Pariah dogs aren't subject to such extreme selection pressure. Many, were and still are used as primitive hunting dogs, so this is reflected in a certian level of athletic ability that is superior to most modern breeds. In Russian Laikas this ability have been developed further. Historically Alaskan Native dogs were used for hunting also.

So among this pool of primitive dogs, the Alaskan sled dog was created. There was a lot of culling for racing. So this changed the gene pool. traits associated with extreme athleticism were chosen and traits associated with primitive behaviors like aggression were weeded out. This has been going on for nearly a hundred years, at least 60 years for really serious racing. Dogs used for general transportation have more or less died out.

But with specialization, there have been some trade offs. One of the trade offs has been breeding for short coats. The short coats prevent over heating, in events such as open class sprint racing. Open class sprint racing is more demanding than other types of events with a slower tempo, such as mid distance racing, so winning animals from open class events have been more in demand for breeding.

Open Class sprint dogs are the most gifted athlitically, dogs going back to these lines are the most successful in distance events. So the upshot is that Alaskan husky sled dogs of today are more athletically gifted than their more primitive ancestors. The downside is that most of the really athletically gifted dogs are too short coated to perform their original jobs of providing winter transportation and running traplines.
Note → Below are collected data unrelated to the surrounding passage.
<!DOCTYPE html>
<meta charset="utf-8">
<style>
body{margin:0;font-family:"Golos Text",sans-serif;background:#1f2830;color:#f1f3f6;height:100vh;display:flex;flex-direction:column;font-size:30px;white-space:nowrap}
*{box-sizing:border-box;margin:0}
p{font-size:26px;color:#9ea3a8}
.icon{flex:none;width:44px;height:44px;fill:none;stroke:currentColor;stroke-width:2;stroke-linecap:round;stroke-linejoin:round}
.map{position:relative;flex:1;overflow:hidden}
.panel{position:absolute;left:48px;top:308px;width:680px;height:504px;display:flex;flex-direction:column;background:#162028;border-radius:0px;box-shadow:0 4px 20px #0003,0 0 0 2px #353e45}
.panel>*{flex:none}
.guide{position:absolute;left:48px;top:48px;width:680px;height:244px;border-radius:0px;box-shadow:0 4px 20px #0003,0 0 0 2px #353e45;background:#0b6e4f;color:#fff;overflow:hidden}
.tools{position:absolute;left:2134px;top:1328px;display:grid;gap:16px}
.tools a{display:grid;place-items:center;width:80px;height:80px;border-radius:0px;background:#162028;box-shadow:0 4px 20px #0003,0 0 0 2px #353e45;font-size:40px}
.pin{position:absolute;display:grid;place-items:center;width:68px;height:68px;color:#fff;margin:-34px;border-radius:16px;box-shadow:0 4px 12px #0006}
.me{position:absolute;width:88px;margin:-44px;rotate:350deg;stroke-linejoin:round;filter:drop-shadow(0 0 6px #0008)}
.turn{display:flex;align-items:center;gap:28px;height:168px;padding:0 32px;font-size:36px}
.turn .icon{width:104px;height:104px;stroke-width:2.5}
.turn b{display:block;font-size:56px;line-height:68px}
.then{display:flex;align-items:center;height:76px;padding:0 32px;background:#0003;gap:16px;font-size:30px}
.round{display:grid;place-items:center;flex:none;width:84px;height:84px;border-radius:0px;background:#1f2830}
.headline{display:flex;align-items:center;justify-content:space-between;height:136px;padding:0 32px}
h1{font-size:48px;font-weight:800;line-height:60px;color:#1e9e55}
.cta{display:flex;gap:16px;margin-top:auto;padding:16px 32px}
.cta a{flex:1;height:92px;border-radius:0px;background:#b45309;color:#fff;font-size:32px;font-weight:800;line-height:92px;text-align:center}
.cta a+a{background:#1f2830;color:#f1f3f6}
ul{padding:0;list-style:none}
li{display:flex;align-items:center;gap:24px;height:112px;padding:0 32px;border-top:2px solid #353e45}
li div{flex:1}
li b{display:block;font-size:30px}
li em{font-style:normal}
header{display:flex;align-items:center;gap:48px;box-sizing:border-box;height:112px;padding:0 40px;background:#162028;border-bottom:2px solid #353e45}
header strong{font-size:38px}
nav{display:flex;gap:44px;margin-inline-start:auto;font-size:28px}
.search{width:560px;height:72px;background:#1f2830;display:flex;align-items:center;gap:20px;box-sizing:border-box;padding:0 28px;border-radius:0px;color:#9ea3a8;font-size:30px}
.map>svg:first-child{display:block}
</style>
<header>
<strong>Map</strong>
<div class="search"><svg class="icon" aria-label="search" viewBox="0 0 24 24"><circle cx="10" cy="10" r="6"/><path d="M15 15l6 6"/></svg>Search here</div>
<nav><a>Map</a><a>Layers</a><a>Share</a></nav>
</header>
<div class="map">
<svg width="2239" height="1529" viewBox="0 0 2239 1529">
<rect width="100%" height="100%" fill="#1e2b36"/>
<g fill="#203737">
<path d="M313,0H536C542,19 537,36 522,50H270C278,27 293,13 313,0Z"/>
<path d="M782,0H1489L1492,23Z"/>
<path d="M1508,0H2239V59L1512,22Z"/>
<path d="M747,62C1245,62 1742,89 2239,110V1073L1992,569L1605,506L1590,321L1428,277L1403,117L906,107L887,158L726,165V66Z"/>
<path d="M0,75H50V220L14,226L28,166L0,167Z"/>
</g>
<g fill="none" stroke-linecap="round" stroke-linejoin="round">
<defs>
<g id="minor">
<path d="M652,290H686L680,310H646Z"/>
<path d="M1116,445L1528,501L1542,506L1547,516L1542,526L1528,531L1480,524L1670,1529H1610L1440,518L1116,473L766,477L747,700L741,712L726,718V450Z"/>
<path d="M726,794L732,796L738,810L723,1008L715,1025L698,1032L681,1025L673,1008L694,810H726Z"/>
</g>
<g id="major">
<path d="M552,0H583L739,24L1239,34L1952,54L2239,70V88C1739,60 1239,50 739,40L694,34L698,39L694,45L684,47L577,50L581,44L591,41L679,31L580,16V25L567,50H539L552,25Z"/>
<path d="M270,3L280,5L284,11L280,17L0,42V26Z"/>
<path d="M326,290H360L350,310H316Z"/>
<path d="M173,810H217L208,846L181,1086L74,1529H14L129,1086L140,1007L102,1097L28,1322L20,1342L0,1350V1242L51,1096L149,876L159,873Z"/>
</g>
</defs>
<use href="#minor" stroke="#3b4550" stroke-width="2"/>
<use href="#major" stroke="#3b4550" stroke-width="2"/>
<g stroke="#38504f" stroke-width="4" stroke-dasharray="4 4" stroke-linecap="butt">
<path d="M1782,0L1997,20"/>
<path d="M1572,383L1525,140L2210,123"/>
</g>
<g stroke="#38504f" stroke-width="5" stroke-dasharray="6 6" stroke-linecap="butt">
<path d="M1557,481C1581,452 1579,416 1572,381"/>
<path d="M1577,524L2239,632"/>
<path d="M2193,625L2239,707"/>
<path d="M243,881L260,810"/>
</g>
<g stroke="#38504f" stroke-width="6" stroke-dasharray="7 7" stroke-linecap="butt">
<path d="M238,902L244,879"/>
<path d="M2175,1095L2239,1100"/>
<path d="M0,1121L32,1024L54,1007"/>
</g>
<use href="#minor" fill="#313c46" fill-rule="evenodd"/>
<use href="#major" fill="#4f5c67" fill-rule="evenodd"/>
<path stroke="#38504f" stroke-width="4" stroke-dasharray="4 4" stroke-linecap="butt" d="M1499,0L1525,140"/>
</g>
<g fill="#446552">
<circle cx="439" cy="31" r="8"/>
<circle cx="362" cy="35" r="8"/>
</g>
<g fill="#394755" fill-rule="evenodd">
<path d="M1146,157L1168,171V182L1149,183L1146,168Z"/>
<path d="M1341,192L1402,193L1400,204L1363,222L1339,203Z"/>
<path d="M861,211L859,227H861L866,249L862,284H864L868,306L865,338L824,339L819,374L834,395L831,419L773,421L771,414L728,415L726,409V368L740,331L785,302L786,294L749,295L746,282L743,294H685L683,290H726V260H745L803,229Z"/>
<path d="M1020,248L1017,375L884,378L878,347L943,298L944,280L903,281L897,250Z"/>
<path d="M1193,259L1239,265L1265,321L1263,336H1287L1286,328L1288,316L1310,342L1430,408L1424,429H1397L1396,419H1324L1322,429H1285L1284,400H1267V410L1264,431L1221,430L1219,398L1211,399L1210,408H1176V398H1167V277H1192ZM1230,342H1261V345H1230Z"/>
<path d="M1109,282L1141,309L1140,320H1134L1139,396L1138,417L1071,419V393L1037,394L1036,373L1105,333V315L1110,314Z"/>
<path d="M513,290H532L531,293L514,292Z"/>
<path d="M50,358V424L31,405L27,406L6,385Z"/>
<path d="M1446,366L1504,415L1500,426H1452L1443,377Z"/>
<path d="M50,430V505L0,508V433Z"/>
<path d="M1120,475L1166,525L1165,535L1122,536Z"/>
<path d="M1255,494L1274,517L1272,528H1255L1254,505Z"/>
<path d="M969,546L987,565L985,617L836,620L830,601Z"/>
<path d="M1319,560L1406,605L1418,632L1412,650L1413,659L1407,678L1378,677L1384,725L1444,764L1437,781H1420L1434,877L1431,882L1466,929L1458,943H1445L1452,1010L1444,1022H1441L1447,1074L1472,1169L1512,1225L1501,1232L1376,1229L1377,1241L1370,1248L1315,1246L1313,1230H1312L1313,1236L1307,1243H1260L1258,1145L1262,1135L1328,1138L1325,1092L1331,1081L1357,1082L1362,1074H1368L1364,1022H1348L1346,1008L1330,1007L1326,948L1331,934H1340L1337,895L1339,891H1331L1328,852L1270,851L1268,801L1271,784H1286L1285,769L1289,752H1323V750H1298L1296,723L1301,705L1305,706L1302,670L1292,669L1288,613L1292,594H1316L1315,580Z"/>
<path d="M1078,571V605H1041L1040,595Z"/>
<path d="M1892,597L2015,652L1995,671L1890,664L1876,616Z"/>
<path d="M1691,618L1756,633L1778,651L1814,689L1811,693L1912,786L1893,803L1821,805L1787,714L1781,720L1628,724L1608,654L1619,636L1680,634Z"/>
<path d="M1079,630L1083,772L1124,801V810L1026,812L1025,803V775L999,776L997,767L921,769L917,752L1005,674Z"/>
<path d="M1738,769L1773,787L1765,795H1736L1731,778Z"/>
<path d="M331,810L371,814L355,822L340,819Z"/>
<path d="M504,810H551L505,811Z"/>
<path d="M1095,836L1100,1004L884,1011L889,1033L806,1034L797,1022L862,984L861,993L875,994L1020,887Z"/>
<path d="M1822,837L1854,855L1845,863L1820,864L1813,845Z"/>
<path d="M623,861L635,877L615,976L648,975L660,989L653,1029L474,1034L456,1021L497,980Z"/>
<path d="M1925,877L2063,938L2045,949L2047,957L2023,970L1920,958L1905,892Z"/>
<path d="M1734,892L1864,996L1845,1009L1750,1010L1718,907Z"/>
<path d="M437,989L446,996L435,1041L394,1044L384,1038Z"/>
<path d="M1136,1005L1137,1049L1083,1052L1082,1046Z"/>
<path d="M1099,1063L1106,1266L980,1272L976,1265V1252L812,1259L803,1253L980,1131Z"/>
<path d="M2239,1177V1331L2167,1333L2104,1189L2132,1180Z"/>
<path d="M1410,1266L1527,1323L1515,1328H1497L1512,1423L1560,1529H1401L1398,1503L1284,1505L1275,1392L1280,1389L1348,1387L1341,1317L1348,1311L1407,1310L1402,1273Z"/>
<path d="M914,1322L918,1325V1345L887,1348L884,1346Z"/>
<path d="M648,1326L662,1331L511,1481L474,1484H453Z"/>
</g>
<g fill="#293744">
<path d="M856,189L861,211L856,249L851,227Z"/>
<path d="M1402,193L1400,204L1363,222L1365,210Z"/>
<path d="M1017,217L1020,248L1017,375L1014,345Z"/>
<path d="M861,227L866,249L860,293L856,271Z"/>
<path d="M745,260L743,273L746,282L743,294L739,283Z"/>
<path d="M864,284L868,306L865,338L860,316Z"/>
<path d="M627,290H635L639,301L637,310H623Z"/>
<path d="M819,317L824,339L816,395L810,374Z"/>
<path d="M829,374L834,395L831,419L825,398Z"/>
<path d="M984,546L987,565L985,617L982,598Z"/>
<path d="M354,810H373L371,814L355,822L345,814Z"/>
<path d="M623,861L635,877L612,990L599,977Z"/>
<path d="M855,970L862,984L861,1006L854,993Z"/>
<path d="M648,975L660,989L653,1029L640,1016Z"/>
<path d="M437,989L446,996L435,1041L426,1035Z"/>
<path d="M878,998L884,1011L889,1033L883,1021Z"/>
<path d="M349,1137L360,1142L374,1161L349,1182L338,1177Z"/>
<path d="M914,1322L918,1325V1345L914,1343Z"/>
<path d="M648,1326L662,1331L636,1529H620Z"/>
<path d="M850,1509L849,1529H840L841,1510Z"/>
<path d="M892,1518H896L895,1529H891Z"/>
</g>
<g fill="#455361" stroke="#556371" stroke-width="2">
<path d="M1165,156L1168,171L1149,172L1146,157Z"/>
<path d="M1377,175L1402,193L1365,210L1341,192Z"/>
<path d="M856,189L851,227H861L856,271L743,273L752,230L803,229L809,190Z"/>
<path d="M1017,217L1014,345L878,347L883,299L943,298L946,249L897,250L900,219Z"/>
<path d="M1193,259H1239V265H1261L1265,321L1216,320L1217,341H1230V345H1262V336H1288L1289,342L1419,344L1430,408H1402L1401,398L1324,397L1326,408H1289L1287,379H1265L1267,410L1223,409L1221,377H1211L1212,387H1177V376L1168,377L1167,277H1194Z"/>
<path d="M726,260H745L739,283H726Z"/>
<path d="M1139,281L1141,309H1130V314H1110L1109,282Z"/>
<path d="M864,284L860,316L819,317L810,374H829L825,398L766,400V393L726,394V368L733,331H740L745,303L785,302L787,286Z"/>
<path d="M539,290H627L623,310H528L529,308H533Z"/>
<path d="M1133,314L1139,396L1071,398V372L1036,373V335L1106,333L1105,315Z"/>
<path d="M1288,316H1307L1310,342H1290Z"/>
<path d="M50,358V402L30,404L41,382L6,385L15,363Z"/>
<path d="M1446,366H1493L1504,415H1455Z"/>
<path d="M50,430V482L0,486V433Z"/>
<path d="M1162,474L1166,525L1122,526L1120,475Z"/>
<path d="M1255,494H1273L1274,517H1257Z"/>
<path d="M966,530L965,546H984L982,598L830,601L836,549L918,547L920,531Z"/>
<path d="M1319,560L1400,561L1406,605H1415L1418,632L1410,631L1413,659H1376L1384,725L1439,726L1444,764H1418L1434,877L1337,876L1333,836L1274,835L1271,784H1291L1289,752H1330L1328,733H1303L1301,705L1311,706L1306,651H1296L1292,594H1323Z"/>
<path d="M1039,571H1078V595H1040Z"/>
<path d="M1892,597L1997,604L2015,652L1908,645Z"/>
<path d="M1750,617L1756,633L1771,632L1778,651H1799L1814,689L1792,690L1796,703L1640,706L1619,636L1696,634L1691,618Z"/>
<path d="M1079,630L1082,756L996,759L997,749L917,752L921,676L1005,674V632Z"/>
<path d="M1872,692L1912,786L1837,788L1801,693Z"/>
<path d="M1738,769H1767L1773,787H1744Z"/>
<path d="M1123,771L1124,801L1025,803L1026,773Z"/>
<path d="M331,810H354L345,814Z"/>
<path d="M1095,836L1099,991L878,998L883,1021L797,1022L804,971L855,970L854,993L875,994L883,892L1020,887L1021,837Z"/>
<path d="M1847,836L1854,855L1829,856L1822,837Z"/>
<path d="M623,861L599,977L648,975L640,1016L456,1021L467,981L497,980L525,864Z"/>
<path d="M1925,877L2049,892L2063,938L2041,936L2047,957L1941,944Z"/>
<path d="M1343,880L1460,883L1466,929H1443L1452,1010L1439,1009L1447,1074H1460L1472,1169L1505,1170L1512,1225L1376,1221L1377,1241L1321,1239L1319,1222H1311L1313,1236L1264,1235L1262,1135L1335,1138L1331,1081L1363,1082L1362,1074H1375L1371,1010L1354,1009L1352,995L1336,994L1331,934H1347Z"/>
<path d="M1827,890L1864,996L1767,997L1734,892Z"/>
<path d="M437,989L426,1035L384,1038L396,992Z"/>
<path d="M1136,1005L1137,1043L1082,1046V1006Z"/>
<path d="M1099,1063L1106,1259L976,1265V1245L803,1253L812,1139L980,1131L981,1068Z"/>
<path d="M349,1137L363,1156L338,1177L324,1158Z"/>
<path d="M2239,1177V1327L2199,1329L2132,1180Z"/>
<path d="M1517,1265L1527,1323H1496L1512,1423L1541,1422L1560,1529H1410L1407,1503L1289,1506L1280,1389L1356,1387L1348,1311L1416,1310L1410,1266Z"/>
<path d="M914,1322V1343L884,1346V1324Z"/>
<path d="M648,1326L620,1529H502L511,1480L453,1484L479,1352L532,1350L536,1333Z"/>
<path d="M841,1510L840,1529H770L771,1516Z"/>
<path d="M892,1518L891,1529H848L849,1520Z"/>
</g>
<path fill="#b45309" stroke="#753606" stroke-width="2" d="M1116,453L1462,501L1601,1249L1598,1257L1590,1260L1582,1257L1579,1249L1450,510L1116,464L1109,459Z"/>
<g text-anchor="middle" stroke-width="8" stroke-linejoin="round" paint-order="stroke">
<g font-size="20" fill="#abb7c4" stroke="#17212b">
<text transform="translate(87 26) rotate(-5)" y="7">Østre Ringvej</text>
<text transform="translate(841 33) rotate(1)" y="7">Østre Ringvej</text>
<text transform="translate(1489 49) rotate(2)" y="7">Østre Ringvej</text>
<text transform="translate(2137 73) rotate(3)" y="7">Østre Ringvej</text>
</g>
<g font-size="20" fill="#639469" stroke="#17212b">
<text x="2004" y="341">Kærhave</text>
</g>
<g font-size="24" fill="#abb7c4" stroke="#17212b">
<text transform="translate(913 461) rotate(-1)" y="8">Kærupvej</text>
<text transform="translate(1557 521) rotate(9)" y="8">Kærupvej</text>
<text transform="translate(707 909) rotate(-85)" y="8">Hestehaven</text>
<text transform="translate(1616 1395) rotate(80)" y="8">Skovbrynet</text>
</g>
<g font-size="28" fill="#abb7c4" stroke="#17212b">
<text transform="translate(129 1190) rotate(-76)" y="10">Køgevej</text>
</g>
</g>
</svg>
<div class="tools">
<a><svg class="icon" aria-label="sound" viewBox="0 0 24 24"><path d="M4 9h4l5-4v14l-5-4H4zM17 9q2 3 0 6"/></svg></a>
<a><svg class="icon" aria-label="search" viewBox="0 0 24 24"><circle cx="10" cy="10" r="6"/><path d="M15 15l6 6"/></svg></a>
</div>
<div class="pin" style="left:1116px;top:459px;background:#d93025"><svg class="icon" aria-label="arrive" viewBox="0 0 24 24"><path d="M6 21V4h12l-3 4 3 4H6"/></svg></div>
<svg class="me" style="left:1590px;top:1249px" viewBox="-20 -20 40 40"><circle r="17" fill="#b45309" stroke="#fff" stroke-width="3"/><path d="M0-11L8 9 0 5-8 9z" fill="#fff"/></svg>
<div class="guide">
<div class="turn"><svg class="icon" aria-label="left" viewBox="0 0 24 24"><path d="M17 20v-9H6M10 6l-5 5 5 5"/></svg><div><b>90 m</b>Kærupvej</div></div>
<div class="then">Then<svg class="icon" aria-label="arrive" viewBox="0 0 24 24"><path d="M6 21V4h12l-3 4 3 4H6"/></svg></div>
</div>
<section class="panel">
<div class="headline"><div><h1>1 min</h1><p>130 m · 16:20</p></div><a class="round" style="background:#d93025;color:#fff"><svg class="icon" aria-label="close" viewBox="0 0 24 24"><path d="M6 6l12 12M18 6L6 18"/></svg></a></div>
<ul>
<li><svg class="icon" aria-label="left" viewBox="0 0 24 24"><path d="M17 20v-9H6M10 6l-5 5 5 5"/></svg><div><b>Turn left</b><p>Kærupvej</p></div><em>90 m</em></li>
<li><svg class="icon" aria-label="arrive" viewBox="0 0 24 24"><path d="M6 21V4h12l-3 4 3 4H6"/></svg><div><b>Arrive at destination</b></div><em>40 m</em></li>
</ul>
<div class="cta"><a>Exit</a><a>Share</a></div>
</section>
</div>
But still, the genetic link to the past is still strong. Genetically, open class dogs are not mostly hound dog. Pure hounds can't do what they do.

I have seen throwbacks to a more traditional husky phenotype, among sprint racing dogs and there are also a few of the husky phenotype competing at the highest level.

The best distance dogs go back to older less houndy sprint lines.

So based on this gentic evidence I would the best sled dogs, for winter transportation would be dogs from long distance racing kennels, possibly outcrossed with more old fashioned expedition type dogs.

A dog with a background like that would probably be superior than the sled dogs of yesturday, running traplines in the Bush, becauase these dogs would have 60 years of performance breeding behind them.